问题
Two's complement is when you inverse bits then add a binary 1 digit. So for example...
0011001
apply two's complement
1. inverse the bits, 1100110
2. add a binary digit, 1100110 + 1 = 1100111
Another example to show overflow situation...
1001100
apply two's complement
1. inverse the bits, 0110011
2. add a binary digit, 0110011 + 1 = 0110100
What would be the best way to implement this in python.
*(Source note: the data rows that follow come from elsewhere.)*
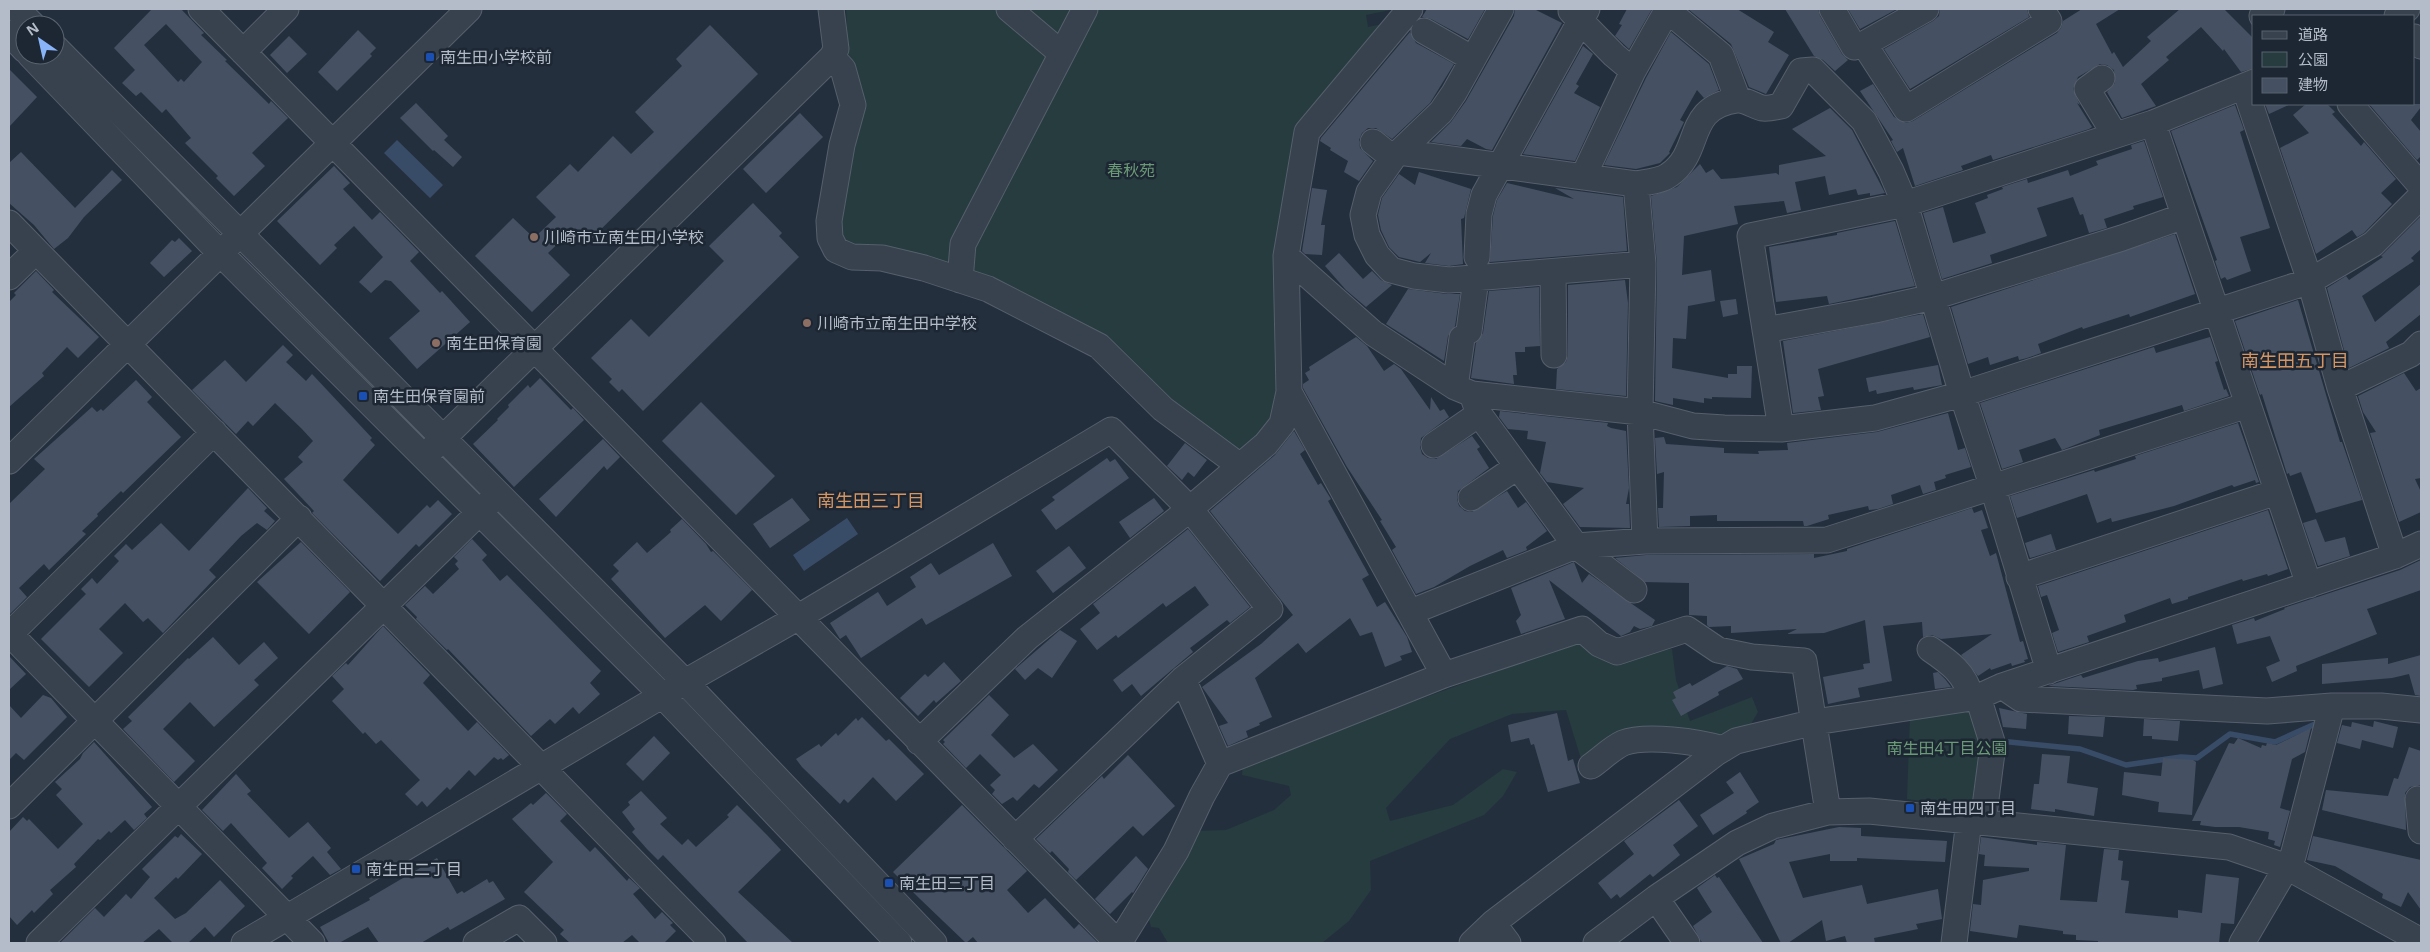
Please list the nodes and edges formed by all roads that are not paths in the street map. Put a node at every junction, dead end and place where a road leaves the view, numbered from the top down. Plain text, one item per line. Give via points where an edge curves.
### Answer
1 (201, 9) edge
2 (286, 9) edge
3 (469, 9) edge
4 (831, 9) edge
5 (1009, 9) edge
6 (1085, 9) edge
7 (1410, 9) edge
8 (1501, 9) edge
9 (1832, 9) edge
10 (1926, 9) edge
11 (2041, 9) edge
12 (1668, 10) edge
13 (1579, 13) edge
14 (1424, 31) dead end
15 (1864, 44) junction
16 (243, 52) junction
17 (1061, 53) junction
18 (65, 57) edge
19 (832, 57) junction
20 (1473, 59) junction
21 (40, 65) edge
22 (1633, 71) junction
23 (2102, 78) dead end
24 (2249, 84) edge
25 (1738, 100) junction
26 (2256, 105) edge
27 (2351, 105) edge
28 (2153, 123) junction
29 (2115, 135) junction
30 (1373, 142) dead end
31 (332, 145) junction
32 (1396, 155) junction
33 (1500, 164) junction
34 (1583, 177) junction
35 (1636, 184) junction
36 (2421, 186) edge
37 (2421, 196) edge
38 (1905, 204) junction
39 (2184, 216) junction
40 (9, 223) edge
41 (240, 235) junction
42 (36, 250) junction
43 (220, 253) junction
44 (1286, 256) junction
45 (1643, 264) junction
46 (1476, 268) junction
47 (1554, 272) junction
48 (9, 277) edge
49 (960, 280) junction
50 (2310, 281) junction
51 (1933, 297) junction
52 (2217, 312) junction
53 (1764, 330) junction
54 (127, 343) junction
55 (534, 349) junction
56 (1554, 355) dead end
57 (2418, 355) edge
58 (2340, 388) junction
59 (1289, 392) junction
60 (1962, 394) junction
61 (1469, 399) junction
62 (2248, 405) junction
63 (1640, 412) junction
64 (1781, 429) junction
65 (214, 432) junction
66 (443, 439) junction
67 (1434, 445) dead end
68 (424, 457) junction
69 (9, 461) edge
70 (1240, 466) junction
71 (1517, 467) junction
72 (1992, 485) junction
73 (2278, 492) junction
74 (498, 494) junction
75 (1471, 498) dead end
76 (1190, 509) junction
77 (479, 512) junction
78 (299, 518) junction
79 (1645, 541) junction
80 (2421, 544) edge
81 (1576, 546) junction
82 (2395, 556) junction
83 (2019, 577) junction
84 (2309, 585) junction
85 (1634, 590) dead end
86 (384, 605) junction
87 (1411, 612) junction
88 (798, 618) junction
89 (9, 634) edge
90 (1930, 649) dead end
91 (2049, 671) junction
92 (1444, 675) junction
93 (1183, 679) junction
94 (685, 682) junction
95 (2002, 686) junction
96 (663, 696) junction
97 (1974, 697) junction
98 (2332, 706) junction
99 (2421, 710) edge
100 (94, 721) junction
101 (1815, 722) junction
102 (919, 742) junction
103 (1723, 749) junction
104 (1220, 764) junction
105 (1591, 766) dead end
106 (542, 767) junction
107 (9, 806) edge
108 (178, 807) junction
109 (1828, 812) junction
110 (1976, 821) junction
111 (1015, 839) junction
112 (2287, 867) junction
113 (1656, 898) junction
114 (286, 917) junction
115 (1493, 924) junction
116 (2421, 942) edge
117 (39, 943) edge
118 (244, 943) edge
119 (312, 943) edge
120 (476, 943) edge
121 (544, 943) edge
122 (713, 943) edge
123 (899, 943) edge
124 (934, 943) edge
125 (1118, 943) edge
126 (1472, 943) edge
127 (1508, 943) edge
128 (1596, 943) edge
129 (1687, 943) edge
130 (1954, 943) edge
131 (2242, 943) edge

1 - 16 street
2 - 16 street
3 - 31 street
4 - 19 street via 836,49
5 - 17 street
6 - 17 street
7 - 44 street via 1307,132
8 - 20 street
9 - 15 street via 1854,47
10 - 15 street
11 - 15 street via 2049,20 1906,109
12 - 22 street
12 - 25 street via 1721,55
13 - 22 street via 1614,55
13 - 33 street
14 - 20 street
16 - 31 street
17 - 49 street via 963,244
18 - 41 street
19 - 49 street via 843,69 853,105 842,145 829,221 830,238 836,250 852,257 882,258 924,268
19 - 55 street
20 - 32 street via 1441,112
21 - 43 street
22 - 34 street
23 - 29 street via 2087,89
24 - 28 street
25 - 35 street via 1708,110 1697,124 1693,143 1669,175
25 - 38 street via 1764,108 1781,106 1801,71 1813,70 1864,121
26 - 50 street
27 - 36 street
28 - 29 street
28 - 39 street
29 - 38 street
30 - 32 street
31 - 41 street
31 - 55 street
32 - 33 street
32 - 46 street via 1370,192 1363,215 1367,236 1377,255 1391,270 1414,276 1440,279
33 - 34 street
33 - 46 street via 1484,195 1479,214
34 - 35 street
35 - 45 street
37 - 50 street via 2373,244
38 - 51 street
38 - 53 street via 1750,236
39 - 51 street
39 - 52 street
40 - 42 street
41 - 43 street
41 - 66 street
42 - 48 street
42 - 54 street
43 - 54 street
43 - 68 street
44 - 59 street
44 - 61 street via 1373,333
45 - 47 street
45 - 63 street
46 - 47 street
46 - 61 street via 1466,334
47 - 56 street
49 - 70 street via 988,289 1099,346 1163,409
50 - 52 street
50 - 58 street
51 - 53 street
51 - 60 street
52 - 60 street
52 - 62 street
53 - 64 street
54 - 65 street
54 - 69 street
55 - 66 street
55 - 88 street
57 - 58 street
58 - 82 street
59 - 70 street via 1282,424 1266,444
59 - 87 street
60 - 64 street via 1874,418
60 - 72 street
61 - 63 street
61 - 67 street
61 - 71 street
62 - 72 street
62 - 73 street
63 - 64 street via 1693,426
63 - 79 street
65 - 78 street
65 - 89 street
66 - 68 street
66 - 74 street
68 - 77 street
70 - 76 street
71 - 75 street
71 - 81 street
72 - 79 street via 1827,540
72 - 83 street
73 - 83 street
73 - 84 street
74 - 77 street
74 - 94 street
76 - 88 street via 1111,430
76 - 93 street via 1270,609
76 - 102 street via 1027,638
77 - 86 street
77 - 96 street
78 - 86 street
78 - 100 street
79 - 81 street
80 - 82 street
81 - 85 street
81 - 87 street
82 - 84 street
83 - 91 street
84 - 91 street
86 - 106 street
86 - 108 street
87 - 92 street
88 - 94 street
88 - 102 street
89 - 100 street
90 - 97 street via 1954,666
91 - 95 street
92 - 101 street via 1582,629 1599,644 1617,652 1687,629 1718,650 1752,657 1804,661
92 - 104 street
93 - 104 street
93 - 111 street
94 - 96 street
94 - 124 street
95 - 97 street
95 - 98 street via 2021,699 2267,711
96 - 106 street
96 - 123 street
97 - 101 street
97 - 110 street via 1993,745
98 - 99 street
98 - 112 street via 2293,856
100 - 107 street
100 - 108 street
101 - 103 street via 1755,735
101 - 109 street
102 - 111 street
103 - 105 street via 1700,742 1644,740 1623,743
103 - 115 street
104 - 125 street via 1176,851
106 - 114 street
106 - 122 street
108 - 114 street
108 - 117 street
109 - 110 street via 1869,811
109 - 113 street via 1773,826 1737,843
110 - 112 street via 2229,847
110 - 130 street
111 - 125 street
112 - 116 street
112 - 131 street
113 - 128 street
113 - 129 street
114 - 118 street
114 - 119 street
115 - 126 street
115 - 127 street
120 - 121 street via 519,918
So far I have this code, but I would like it to be more efficient because I'm using this method too much.
def toTwosComplement(binarySequence):
convertedSequence = [0] * len(binarySequence)
carryBit = 1
# INVERT THE BITS
for i in range(0, len(binarySequence)):
if binarySequence[i] == '0':
convertedSequence[i] = 1
else:
convertedSequence[i] = 0
# ADD BINARY DIGIT 1
if convertedSequence[-1] == 0: #if last digit is 0, just add the 1 then there's no carry bit so return
convertedSequence[-1] = 1
return ''.join(str(x) for x in convertedSequence)
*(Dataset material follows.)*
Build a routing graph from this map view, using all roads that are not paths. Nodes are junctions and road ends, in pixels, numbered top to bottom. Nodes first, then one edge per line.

for bit in range(0, len(binarySequence)):
if carryBit == 0:
break
index = len(binarySequence) - bit - 1
if convertedSequence[index] == 1:
convertedSequence[index] = 0
carryBit = 1
else:
convertedSequence[index] = 1
carryBit = 0
return ''.join(str(x) for x in convertedSequence)
if __name__ == '__main__':
print toTwosComplement('00110010101101001')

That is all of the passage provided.